We learned a couple of interesting things in preparation for the job.

Samurai_on_location_10aThe first is ‘how to reliably power a Samurai’ – its neat little case doesn’t have a mains adaptor in it, although it will happily run for hours on Sony NP-F style batteries (you can A-B roll the batteries too, so changing one whilst it’s powered off the second battery). However, I didn’t want to have to think about checking batteries – I wanted to switch it to record, then switch it off at the end of the gig, as I had other things to worry about (cutting 5 cameras, after shooting ‘Run & Gun’ style all day).

Samurai_on_location_07b

The Samurai (and Ninja) can be powered off a Sony ‘Dummy Battery’ supplied with Sony battery chargers and some camcorders.

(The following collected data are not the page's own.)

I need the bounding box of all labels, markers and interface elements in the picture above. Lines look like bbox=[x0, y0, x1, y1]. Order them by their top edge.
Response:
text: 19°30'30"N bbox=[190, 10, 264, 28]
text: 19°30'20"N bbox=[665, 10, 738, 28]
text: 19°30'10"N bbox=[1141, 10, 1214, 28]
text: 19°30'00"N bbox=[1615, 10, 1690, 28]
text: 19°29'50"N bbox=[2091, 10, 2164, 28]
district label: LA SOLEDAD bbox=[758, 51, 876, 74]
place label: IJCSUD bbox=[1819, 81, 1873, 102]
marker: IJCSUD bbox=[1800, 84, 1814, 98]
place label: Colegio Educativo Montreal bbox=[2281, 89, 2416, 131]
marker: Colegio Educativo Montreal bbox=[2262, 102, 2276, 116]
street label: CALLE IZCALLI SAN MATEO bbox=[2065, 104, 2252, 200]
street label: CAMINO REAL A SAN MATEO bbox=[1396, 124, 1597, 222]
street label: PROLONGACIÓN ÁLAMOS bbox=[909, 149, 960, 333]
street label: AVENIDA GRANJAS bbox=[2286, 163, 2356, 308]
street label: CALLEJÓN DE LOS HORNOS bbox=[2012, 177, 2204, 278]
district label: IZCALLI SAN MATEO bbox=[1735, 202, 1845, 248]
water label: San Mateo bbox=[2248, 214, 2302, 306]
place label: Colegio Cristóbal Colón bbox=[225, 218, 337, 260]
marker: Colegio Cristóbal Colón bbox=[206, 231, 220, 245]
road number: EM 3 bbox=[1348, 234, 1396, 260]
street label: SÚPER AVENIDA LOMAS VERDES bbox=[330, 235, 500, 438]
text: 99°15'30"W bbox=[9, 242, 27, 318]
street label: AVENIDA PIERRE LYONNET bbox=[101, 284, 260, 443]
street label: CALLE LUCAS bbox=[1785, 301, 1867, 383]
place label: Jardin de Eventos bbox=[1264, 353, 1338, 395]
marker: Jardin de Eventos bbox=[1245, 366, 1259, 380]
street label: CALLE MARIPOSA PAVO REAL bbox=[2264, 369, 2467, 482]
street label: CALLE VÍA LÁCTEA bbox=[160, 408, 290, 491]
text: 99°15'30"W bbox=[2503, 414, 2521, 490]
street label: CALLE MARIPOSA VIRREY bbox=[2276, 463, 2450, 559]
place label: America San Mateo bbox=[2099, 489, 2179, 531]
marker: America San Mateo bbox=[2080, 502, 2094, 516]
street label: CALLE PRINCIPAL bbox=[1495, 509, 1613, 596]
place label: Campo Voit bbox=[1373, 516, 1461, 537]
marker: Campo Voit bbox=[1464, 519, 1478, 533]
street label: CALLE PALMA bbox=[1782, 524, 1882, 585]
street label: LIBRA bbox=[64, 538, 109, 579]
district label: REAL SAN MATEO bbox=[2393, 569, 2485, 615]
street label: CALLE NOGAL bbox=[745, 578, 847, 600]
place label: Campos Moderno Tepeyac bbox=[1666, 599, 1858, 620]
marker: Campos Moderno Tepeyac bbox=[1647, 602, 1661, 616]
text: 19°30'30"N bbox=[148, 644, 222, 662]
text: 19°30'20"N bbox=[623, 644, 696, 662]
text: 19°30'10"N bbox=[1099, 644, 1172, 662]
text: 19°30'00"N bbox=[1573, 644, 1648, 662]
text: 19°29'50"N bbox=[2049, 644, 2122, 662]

Plug the dummy battery in, connect it to the charger and switch to ‘Camera’ mode and behold – one mains powered Samurai.

The second point is thanks to Thomas Stäubli (OB truck owner) and Production Manager Arndt Hunschok who set up the audio in a very clever way which gave me a unique opportunity to fix the edit’s music tracks.

Unlike HDMI, HD-SDI has 8 audio tracks embedded in the signal. The sound engineer kindly split his mix into 4 stereo groups: a mixed feed, audio from the presenter microphones, audio from directional microphones pointing at the audience (but away from the PA speakers), and a clean music feed.

The practical upshot was that I was able to edit several versions of the 90 minute awards ceremony (30, 8 and 3 minute versions) without the music, then re-lay the music stings (from its clean feed, or replace with licensed alternatives for the DVD version) where appropriate, thus producing a very slick result and saving a lot of time and hair pulling (or sad compromises) in the edit suite.

Technically, the Samurai footage came straight in and ready to edit with its 8 audio tracks in frame accurate sync (of course). I was able to slice it up and do a pre-mix of the required tracks.

In the past, this has been a bit of a nightmare. This time, it was easy to take audio from the stage and play with the timings for music cues.

A short technical note: be it HDMI or HD-SDI, your picture is made up of 1s and 0s and so there’s no technical difference in the quality if fed with the same source**. However, the audio is interesting. Most of the time, shooting indie films or simple corporates, you’re not going to need lots of separated tracks. When it comes to live performances or panel debates, however, the 8 tracks of HD-SDI can significantly offset the extra cost of the technology by saving time in the edit suite. Well worth a conversation with your Techinical Director or supplier to sort out the ‘sub mixes’ (separating your audio feed to the channels) and ‘embedding’ (entwining the audio channels into the HD-SDI feed).

It’s odd that this hasn’t occurred to me before – the facility has been there, but perhaps it’s that last bit of kit – the ‘HD-SDI Audio Embedder’ available from suppliers like Black Magic Design and AJA – that’s been hiding its light under a bushel. As such, it is probably the least sexy item on one’s shopping list. Not the sort of thing that crops up for the journeyman videographer, but just the sort of thing when specifying the larger jobs with rental kit.

So, note to self: when dealing with complex audio, remember HD-SDI Audio Embedders, HD-SDI recorders.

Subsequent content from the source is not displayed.